The logic and future of Music scrapers?
#46
I think that PR12120 makes the core changes needed to address points #1 & #2 of the first post.

A reminder:

(2017-02-07, 17:45)ronie Wrote: 1) if the 'prefer online info' setting is disabled, we pass the artistname to the artist scraper.
if the setting is enabled, we pass the artist mbid to the scraper.

why don't we always pass the mbid (if available) regardless of this setting?

2) if the album scraper returns no results, we completely skip the artist scraper. why?

3) if the 'prefer online info' setting is enabled, and 'show song and album artists' is enabled:
this causes the same artist being listed twice in your library if the artistname in your tags does not 100% match the artistname the scraper returns.

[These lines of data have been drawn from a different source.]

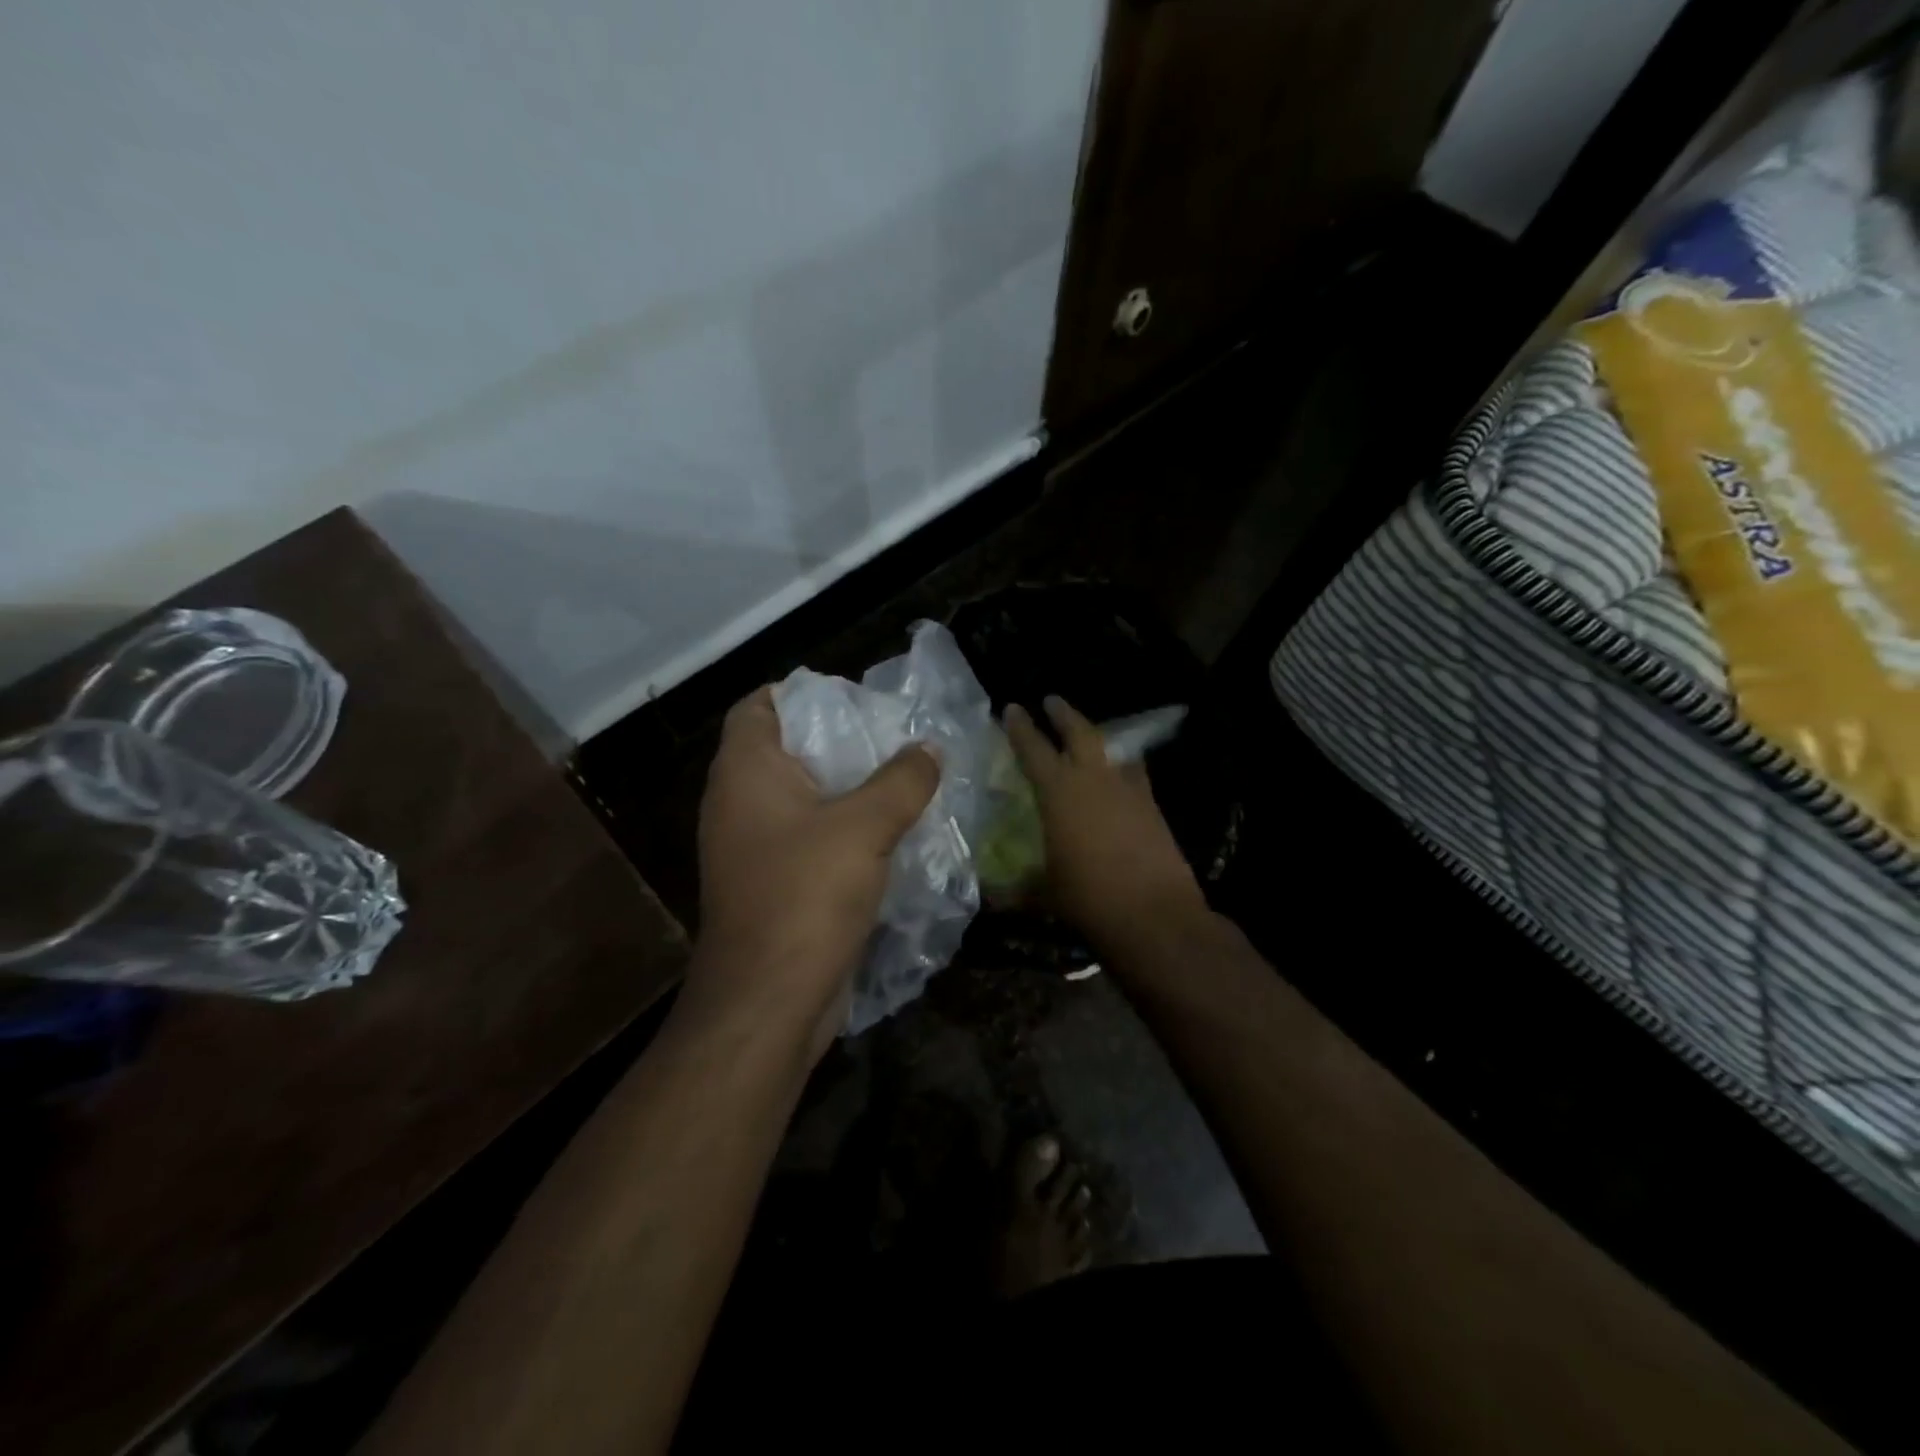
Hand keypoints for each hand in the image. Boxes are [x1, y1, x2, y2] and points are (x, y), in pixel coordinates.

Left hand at [693, 686, 939, 1055]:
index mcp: (746, 772)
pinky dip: (845, 829)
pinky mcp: (774, 883)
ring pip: (805, 798)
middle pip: (788, 750)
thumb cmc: (806, 896)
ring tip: (904, 781)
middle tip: (894, 739)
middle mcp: (740, 803)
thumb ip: (902, 780)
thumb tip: (929, 748)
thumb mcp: (865, 827)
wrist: (769, 1001)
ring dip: (850, 789)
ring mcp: (754, 847)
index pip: (760, 706)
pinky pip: (811, 838)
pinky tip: (891, 834)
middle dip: (841, 741)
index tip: (854, 701)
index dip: (802, 693)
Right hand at [1004, 696, 1206, 952]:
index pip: (1033, 749)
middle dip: (1063, 714)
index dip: (1020, 727)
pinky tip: (1121, 774)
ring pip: (1112, 748)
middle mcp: (1094, 779)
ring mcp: (1129, 789)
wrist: (1155, 914)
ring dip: (1097, 736)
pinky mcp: (1153, 806)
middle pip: (1079, 732)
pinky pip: (1135, 772)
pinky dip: (1124, 765)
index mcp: (1059, 792)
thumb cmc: (1089, 899)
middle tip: (1052, 700)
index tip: (1012, 707)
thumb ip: (1019, 888)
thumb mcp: (1045, 893)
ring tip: (1090, 734)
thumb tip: (992, 897)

for instance "The B-52's" vs. "The B-52s":
3.1) i have all songs of an album tagged with artist "The B-52's"
3.2) we start the album scanner and it returns the mbid for this artist
3.3) we pass this mbid to the artist scraper and it returns info for "The B-52s" and kodi adds it to the db.
3.4) kodi now scans all songs for 'additional' artists. it finds "The B-52's" and checks if it's already in the db... nope
3.5) we pass "The B-52's" to the artist scraper and it returns info for whatever closest match it can find and kodi adds this artist to the db

ref: https://github.com/xbmc/xbmc/blob/99c25f...#L843-L883

#1. With the PR scraped album and artist mbids are stored. Hence having scraped an album, the mbids for the artists returned with the results are added to the db (if we didn't have them) and available for scraping the album artists, or for other addons to use to fetch art etc.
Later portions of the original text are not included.